They are a leg which swings down and then extends to touch the ground. They were each fitted to a chassis rail in a longitudinal position. They were very difficult to unlatch without laying on the ground and stretching to reach them. I fitted a steel plate to each chassis rail to accept the steadies turned through 90 deg. I can now reach them easily from the rear of the 'van by just crouching down and unlatching them.

One problem with this type is that if on a slope, the rear of the 'van can be too close to the ground to swing the legs down: then you can't use them  

Harvey


----------



## CPW2007

Now these would do the job - a pair at each end maybe??!! :twisted: :twisted: :lol: :lol: 8O  8O 

Cheers

Chris


----------



## motaman

*steadies*

i agree there not a lot of bottle me and the mrs broke ours in a week


----------



## DTPCHEMICALS

I also use them as an anti theft device.
One of those locking leg thingies from my caravanning days

Dave P


----------



## JockandRita

time-traveller said:


> Wot ... with an Avator like yours?
> 
> Are you _all mouth _then?


I wondered how long it would take for someone to pick up on that one.
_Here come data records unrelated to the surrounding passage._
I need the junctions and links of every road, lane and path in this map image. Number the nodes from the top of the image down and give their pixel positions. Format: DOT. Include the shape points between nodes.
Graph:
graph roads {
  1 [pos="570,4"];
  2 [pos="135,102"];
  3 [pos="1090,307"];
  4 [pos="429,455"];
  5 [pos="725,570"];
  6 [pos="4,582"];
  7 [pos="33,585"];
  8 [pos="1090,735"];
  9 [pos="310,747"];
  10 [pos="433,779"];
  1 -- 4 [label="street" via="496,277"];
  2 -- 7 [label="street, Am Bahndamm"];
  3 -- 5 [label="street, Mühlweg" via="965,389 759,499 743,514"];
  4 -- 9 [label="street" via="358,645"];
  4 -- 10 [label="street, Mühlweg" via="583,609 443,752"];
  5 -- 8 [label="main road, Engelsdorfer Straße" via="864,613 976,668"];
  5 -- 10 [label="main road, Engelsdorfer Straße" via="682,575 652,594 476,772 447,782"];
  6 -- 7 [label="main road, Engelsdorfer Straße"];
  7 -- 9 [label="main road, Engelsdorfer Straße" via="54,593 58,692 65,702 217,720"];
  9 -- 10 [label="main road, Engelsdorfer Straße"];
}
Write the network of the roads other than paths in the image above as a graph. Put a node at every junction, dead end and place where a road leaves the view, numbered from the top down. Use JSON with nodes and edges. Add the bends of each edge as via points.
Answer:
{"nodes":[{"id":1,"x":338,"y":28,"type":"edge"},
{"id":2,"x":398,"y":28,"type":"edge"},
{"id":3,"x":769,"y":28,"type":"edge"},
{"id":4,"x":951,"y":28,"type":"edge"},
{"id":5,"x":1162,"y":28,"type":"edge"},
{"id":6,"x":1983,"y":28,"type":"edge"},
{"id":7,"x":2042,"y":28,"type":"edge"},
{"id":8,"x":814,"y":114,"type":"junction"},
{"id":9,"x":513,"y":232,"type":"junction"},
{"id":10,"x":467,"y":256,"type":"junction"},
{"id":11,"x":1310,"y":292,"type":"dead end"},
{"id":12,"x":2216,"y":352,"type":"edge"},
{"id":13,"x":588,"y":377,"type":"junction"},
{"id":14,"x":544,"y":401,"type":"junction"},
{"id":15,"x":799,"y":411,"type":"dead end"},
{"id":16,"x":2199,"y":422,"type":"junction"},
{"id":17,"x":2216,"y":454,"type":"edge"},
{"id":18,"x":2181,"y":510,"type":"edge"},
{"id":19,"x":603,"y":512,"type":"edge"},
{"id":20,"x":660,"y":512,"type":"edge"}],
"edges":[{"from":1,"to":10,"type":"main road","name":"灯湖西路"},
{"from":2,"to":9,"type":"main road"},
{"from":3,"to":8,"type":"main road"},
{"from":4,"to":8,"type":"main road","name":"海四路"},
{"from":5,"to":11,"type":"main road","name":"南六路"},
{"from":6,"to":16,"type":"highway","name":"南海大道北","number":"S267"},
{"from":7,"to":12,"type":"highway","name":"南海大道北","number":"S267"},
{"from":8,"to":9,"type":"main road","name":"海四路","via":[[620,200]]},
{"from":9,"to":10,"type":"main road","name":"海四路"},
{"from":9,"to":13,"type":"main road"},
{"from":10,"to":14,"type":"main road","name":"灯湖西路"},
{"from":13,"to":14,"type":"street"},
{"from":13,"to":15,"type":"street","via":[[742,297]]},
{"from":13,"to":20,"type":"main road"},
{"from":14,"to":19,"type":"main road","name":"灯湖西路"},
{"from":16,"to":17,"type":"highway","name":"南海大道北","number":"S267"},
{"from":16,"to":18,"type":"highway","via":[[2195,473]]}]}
If you must know, lowering the steadies unduly lessens the natural human experience.................................of having a kiss and a cuddle. 
:lol: :lol: :lol: Whatever is there to be "all mouth" about?

Jock. :wink:


----------



## DTPCHEMICALS

But staedies keep everything on the level :lol: 
Dave P


----------



## time-traveller

JockandRita said:


> time-traveller said:
> 
> 
> 
> Wot ... with an Avator like yours?
> 
> Are you _all mouth _then?
> 
> 
> 
> I wondered how long it would take for someone to pick up on that one.
> 
> If you must know, lowering the steadies unduly lessens the natural human experience.................................of having a kiss and a cuddle.
> :lol: :lol: :lol: Whatever is there to be "all mouth" about?
> 
> Jock. :wink:
Click to expand...

Yeah - well I don't suppose you DO need 'em then ... for _just a kiss and a cuddle_ And remembering it was you who said you've only used them once ........ :blob: :sex:

:lol:


----------



## xgx

JockandRita said:


> Whatever is there to be "all mouth" about?
> 
> Jock. :wink:


I think it was Max Bygraves who said something like 'I wouldn't mind your mouth full of tanners'

There's always one Jock :wink: (on a bad day there are several :lol: :lol:

"steady as she goes"


----------



## JockandRita

xgx said:


> I think it was Max Bygraves who said something like 'I wouldn't mind your mouth full of tanners'
> 
> There's always one Jock :wink: (on a bad day there are several :lol: :lol:
> 
> "steady as she goes"


Nice one Graham. :lol: :lol: :lol:

Jock.


----------